- **WORK REQUEST**: Copy out all lines in the data below containing the string "Urbaneja".

[Collected data entries]
"""

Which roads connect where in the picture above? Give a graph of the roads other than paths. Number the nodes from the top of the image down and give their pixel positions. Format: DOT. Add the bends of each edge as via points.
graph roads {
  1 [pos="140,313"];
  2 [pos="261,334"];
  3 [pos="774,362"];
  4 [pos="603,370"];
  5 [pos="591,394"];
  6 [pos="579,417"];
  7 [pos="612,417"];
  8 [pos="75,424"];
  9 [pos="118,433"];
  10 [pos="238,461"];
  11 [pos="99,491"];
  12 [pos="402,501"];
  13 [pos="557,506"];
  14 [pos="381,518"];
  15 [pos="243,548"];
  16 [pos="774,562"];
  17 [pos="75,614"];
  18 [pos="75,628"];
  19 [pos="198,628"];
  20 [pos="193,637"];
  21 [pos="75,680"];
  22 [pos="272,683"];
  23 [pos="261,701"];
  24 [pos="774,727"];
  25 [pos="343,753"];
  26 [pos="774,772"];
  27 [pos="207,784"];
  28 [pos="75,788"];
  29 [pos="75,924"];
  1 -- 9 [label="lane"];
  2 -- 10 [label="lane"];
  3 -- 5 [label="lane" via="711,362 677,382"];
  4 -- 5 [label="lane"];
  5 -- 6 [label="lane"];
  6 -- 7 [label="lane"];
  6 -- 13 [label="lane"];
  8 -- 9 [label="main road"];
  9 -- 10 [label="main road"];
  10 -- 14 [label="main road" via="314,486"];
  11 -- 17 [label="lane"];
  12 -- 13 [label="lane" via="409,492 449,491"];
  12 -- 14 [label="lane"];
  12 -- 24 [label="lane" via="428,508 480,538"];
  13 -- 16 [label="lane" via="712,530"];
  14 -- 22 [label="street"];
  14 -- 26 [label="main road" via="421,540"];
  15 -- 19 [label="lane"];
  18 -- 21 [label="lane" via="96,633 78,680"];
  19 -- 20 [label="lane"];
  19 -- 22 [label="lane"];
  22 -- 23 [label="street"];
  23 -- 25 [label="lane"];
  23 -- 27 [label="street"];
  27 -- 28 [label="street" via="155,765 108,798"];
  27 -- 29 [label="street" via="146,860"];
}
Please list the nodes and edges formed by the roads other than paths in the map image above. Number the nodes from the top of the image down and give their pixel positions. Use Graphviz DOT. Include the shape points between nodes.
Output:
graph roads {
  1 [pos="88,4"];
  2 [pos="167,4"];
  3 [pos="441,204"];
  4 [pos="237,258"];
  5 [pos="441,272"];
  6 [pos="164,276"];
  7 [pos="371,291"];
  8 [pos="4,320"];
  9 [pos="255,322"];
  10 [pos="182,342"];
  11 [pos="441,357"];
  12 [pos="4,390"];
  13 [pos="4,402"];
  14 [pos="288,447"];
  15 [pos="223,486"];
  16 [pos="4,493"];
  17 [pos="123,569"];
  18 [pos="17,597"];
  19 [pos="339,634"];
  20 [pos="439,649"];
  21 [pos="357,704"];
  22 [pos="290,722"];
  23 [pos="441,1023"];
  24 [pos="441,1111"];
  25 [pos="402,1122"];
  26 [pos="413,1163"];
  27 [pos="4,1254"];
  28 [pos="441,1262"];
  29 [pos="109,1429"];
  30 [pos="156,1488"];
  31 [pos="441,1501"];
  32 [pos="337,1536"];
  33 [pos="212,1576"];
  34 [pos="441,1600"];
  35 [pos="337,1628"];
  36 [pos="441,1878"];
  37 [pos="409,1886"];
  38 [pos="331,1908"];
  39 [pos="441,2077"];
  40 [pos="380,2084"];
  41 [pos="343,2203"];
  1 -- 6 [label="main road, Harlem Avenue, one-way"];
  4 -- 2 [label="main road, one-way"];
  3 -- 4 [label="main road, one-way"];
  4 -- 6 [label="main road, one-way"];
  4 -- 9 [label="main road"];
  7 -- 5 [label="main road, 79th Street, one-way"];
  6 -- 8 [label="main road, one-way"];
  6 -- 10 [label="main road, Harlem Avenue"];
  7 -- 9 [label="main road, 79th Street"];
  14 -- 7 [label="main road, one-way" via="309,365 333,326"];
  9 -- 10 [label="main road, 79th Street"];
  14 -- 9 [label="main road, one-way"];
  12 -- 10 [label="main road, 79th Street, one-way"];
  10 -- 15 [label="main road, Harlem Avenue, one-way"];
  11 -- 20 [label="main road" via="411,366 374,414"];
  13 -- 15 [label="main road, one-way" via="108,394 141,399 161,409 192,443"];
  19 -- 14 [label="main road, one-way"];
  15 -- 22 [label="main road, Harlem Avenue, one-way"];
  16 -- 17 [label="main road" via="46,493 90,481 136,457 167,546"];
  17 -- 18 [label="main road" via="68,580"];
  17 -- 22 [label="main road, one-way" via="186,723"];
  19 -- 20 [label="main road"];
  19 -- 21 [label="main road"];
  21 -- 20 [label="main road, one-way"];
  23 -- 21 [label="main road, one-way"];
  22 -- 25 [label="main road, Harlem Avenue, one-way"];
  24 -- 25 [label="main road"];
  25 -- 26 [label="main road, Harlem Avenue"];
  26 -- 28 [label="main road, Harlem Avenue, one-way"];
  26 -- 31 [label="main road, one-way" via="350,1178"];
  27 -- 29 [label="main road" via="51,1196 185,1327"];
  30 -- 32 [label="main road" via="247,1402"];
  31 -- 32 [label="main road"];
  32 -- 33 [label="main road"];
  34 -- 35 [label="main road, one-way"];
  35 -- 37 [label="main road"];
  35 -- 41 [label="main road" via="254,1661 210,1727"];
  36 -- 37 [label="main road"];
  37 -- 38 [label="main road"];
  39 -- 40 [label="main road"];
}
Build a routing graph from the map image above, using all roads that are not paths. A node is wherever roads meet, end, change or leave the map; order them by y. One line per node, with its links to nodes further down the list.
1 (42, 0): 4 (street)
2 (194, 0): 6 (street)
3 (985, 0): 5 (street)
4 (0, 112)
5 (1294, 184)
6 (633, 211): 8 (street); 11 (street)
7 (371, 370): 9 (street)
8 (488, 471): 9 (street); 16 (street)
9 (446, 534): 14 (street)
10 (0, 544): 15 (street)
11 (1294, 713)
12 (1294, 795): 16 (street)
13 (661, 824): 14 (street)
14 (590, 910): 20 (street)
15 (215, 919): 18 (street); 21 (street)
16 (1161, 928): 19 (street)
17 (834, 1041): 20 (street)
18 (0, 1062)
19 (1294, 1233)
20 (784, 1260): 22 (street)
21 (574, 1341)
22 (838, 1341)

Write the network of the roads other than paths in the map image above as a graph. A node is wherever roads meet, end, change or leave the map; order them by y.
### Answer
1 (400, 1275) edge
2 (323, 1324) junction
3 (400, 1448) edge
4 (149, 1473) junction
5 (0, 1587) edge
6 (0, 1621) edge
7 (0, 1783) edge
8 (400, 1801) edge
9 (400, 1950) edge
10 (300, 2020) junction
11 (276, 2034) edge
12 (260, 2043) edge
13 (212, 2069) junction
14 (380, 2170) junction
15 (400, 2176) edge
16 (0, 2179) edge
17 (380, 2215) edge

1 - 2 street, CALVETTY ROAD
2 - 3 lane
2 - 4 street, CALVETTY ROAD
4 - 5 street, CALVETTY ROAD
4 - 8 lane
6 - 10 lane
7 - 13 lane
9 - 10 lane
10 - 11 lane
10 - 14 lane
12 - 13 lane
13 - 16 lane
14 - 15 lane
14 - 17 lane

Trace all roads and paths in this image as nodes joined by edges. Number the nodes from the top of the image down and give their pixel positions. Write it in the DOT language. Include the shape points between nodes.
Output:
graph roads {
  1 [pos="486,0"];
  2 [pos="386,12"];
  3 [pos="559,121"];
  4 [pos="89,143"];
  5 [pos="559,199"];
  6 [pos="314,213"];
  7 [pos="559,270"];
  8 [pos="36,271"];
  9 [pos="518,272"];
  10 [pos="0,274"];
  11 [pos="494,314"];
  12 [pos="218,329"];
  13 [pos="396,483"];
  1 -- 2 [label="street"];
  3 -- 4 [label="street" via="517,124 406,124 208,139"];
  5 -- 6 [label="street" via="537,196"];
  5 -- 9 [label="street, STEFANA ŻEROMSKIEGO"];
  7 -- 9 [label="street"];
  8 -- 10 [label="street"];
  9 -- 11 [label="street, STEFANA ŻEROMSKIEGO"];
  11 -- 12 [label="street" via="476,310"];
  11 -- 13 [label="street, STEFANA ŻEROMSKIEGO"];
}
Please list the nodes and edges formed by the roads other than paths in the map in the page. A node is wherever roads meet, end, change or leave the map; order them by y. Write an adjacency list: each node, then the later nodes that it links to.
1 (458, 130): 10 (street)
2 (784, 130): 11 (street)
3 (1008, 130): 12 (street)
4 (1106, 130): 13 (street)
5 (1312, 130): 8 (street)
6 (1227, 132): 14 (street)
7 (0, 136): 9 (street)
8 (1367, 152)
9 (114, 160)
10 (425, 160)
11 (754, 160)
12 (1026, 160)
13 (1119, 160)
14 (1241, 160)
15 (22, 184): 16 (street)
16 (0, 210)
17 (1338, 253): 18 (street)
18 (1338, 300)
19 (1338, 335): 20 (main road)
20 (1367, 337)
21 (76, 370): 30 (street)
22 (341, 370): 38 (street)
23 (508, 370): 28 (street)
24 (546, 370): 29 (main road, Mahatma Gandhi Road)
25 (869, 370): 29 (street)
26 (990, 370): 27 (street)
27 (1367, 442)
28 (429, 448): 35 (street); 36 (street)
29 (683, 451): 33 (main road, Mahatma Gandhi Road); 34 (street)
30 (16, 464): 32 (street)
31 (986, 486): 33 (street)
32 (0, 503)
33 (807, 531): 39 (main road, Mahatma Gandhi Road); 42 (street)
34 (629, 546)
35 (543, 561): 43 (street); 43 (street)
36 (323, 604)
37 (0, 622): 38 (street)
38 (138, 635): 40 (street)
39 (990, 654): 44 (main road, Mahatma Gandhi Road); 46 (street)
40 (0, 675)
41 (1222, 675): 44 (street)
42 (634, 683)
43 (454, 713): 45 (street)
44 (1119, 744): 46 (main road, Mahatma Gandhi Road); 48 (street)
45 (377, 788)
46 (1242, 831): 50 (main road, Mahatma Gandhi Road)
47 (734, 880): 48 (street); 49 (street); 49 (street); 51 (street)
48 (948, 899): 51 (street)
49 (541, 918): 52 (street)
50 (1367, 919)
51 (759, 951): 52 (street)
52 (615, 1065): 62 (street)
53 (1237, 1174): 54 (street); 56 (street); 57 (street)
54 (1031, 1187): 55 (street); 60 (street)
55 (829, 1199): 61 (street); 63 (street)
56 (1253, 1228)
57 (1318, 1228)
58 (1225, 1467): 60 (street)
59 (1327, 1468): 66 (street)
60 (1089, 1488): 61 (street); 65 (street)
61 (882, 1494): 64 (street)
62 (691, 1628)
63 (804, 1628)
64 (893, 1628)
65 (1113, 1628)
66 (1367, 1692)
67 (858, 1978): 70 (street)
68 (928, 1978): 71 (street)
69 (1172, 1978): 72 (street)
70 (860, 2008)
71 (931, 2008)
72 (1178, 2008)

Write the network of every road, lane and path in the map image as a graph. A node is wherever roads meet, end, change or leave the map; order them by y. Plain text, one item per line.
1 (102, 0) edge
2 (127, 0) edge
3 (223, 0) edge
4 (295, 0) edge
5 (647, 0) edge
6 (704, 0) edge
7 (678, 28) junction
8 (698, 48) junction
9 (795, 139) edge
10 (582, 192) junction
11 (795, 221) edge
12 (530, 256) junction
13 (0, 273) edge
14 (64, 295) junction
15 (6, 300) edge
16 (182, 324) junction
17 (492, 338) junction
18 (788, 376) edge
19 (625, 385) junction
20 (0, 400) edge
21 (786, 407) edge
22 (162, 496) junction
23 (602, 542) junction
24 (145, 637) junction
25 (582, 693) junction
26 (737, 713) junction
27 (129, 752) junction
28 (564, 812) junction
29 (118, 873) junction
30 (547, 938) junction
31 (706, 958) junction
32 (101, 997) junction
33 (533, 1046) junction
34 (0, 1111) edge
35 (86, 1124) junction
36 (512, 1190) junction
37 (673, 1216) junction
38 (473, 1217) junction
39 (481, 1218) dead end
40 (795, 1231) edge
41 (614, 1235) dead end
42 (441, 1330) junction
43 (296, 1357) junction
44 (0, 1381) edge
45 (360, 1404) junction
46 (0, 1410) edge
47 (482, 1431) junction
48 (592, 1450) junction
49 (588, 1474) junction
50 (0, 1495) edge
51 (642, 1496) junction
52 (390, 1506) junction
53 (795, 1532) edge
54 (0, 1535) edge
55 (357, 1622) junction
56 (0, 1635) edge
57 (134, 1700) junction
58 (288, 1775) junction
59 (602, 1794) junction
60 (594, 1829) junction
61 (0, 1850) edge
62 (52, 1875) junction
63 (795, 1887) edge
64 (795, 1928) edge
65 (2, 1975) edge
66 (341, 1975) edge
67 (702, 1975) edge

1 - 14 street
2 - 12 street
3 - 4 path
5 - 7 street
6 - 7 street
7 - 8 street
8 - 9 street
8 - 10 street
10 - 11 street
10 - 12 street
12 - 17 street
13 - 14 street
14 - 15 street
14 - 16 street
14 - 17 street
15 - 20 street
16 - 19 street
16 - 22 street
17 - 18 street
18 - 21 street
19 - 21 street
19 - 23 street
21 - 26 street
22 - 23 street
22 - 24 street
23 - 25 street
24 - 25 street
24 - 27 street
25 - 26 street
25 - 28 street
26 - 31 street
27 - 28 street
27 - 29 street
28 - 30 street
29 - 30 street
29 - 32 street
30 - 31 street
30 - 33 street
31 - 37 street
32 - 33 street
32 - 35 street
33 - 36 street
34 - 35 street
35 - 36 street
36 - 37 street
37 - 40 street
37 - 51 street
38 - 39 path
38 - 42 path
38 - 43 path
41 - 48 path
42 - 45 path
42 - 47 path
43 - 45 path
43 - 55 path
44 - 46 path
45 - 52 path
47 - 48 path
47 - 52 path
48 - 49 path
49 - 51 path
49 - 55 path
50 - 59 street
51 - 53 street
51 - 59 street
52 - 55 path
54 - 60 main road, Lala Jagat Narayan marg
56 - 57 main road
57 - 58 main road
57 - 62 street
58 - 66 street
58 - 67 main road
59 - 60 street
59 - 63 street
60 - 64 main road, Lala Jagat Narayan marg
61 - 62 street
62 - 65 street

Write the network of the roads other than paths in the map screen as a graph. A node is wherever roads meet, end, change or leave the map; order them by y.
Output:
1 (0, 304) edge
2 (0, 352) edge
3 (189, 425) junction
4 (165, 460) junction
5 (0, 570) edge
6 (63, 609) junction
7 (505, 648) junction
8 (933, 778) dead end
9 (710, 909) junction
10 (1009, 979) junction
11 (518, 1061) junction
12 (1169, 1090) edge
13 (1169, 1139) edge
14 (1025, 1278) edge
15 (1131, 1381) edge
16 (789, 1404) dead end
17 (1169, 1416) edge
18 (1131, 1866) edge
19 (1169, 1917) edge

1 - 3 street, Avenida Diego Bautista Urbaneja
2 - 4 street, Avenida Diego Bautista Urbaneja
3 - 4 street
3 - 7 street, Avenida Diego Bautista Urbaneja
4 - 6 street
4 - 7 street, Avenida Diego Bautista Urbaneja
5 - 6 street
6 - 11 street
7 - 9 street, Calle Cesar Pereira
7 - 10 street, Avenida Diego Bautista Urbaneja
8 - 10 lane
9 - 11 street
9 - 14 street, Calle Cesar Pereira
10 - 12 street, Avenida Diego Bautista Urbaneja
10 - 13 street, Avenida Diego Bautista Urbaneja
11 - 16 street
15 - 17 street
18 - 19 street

"""

- **SOLUTION TO THE EXERCISE**:
1 - 3 street, Avenida Diego Bautista Urbaneja
2 - 4 street, Avenida Diego Bautista Urbaneja
3 - 7 street, Avenida Diego Bautista Urbaneja
4 - 7 street, Avenida Diego Bautista Urbaneja
7 - 10 street, Avenida Diego Bautista Urbaneja
10 - 12 street, Avenida Diego Bautista Urbaneja
10 - 13 street, Avenida Diego Bautista Urbaneja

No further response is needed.